0 - Kubernetes: how does it work

Theory on how kubernetes works

Published

April 16, 2026

Introduction

Kubernetes is a deep ecosystem, but you don’t need to understand everything to be productive with it. If you focus on the core concepts and learn it based on your actual needs, you can already achieve a lot.

This documentation is structured around practical usage rather than theory. The goal is to build a working understanding of Kubernetes in a multi-node setup, including persistent storage, networking, and deployment strategies using containerized applications.

In particular, this guide will cover:

A multi-node Kubernetes cluster setup
Persistent volumes and data management across nodes
Ingress routing using Traefik
Deployment of Docker images with environment-specific configurations

This setup replaces a more traditional single-server infrastructure where each machine is manually configured to run specific containerized applications, typically exposed through Traefik or Nginx. While that approach works, it does not scale well and limits resource sharing across machines.

With Kubernetes, the goal is to move toward a more flexible and scalable system where workloads can be distributed dynamically across multiple servers, improving both resource efficiency and resilience.

Before Kubernetes

In a traditional setup, if you want load balancing and basic scalability, you typically introduce a load balancer in front of a set of servers running identical applications. These servers are usually provisioned and configured using tools like Ansible, and each one runs the same stack independently.

The load balancer is then responsible for distributing traffic across these instances, usually by forwarding requests to specific ports or services.

While this approach works, it quickly becomes harder to manage as the system grows. Any change or update to an application must be manually applied across all servers, which increases operational overhead and the risk of inconsistencies between instances.

There is also limited automation in scaling: adding capacity usually means provisioning new servers and manually integrating them into the existing load balancing configuration.

Kubernetes - the operating system of the cloud

Kubernetes solves this problem by orchestrating workloads across multiple machines and handling scheduling, scaling, and service discovery automatically.

At the end of the day, it is still a cluster of virtual or physical machines, but it introduces a clear separation between the control plane and the worker nodes.

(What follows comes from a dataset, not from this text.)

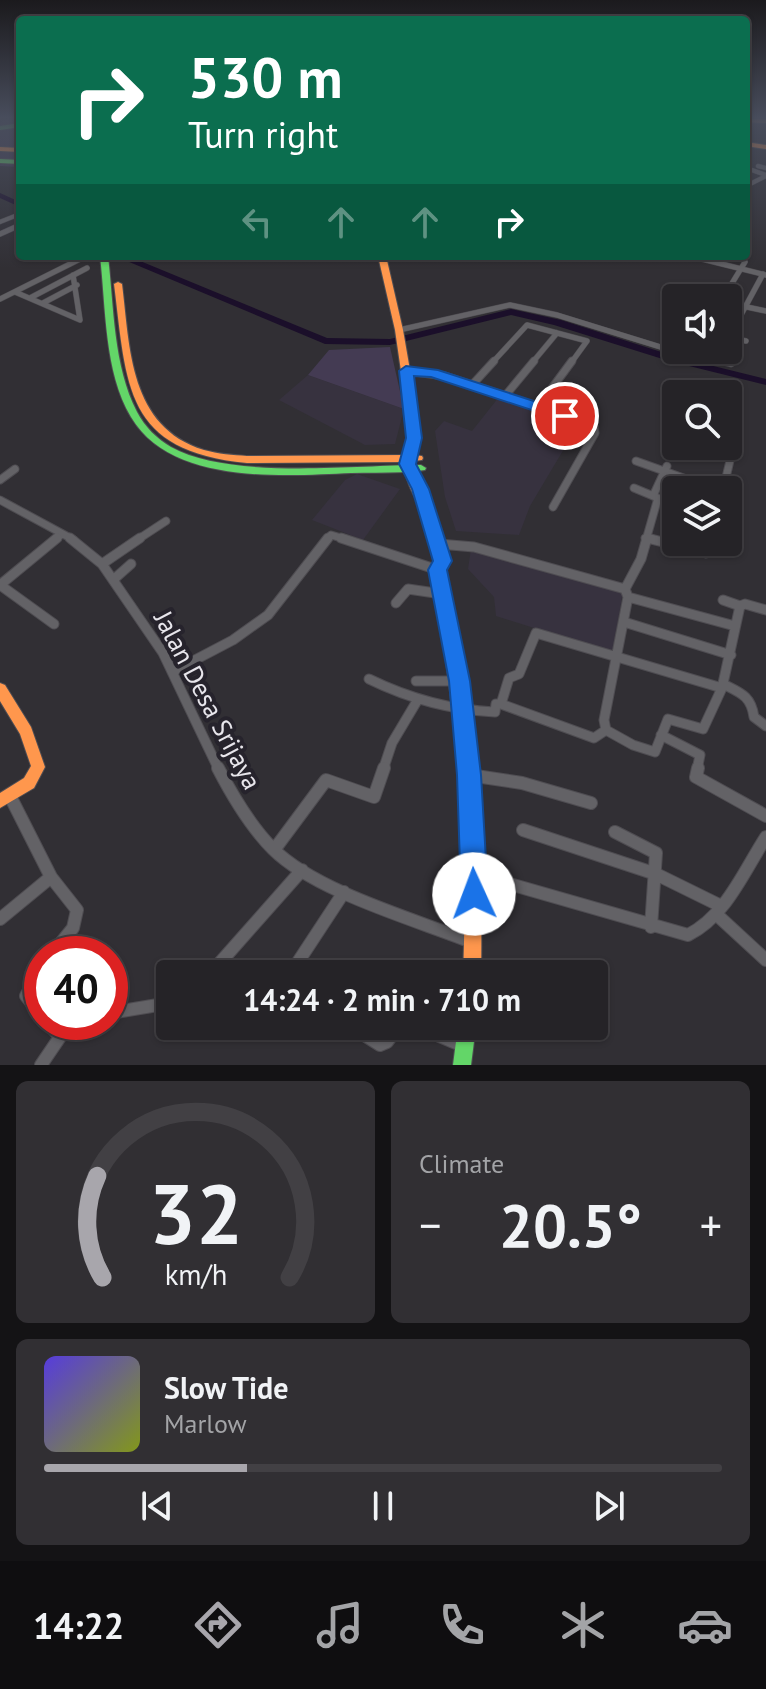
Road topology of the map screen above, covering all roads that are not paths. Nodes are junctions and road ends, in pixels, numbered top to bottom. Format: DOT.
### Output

The control plane is responsible for managing the cluster state. It decides what should run, where it should run, and ensures the actual state matches the desired state.
The worker nodes are the machines where application workloads (containers) are actually executed.

Using a deployment configuration written in YAML, you can define the desired state of your application. For example, you can specify that you want 3 replicas of a given container image running.

The control plane then continuously works to maintain this desired state. It schedules these replicas onto available worker nodes based on resource availability (CPU, memory, constraints, etc.), and ensures that if a container or node fails, replacements are automatically created elsewhere in the cluster.

Continuity (Reconciliation & Self-Healing)

When we say Kubernetes continuously ensures a desired number of replicas is running, it means the system constantly compares the current state of the cluster with the desired state defined in the configuration.

If a replica crashes or becomes unavailable, Kubernetes automatically creates a new one to restore the required number of running instances. This is part of its self-healing behavior.

The actual nodes where workloads run can change dynamically depending on resource availability, constraints, and scheduling decisions made by the control plane.

Kubernetes also allows scaling applications based on demand. This can be done manually or automatically:

Time-based scaling: increasing or decreasing replicas during known peak hours (done with cron jobs for example)
Load-based scaling: using metrics such as CPU usage, memory consumption, or request rate
Autoscaling: Kubernetes can automatically adjust the number of replicas using tools like the Horizontal Pod Autoscaler (HPA)

This makes it possible to adapt applications dynamically instead of relying on static server provisioning.

How Traffic Reaches Your Application

To make an application accessible from a browser in Kubernetes, we need to understand how traffic flows through different layers of the cluster.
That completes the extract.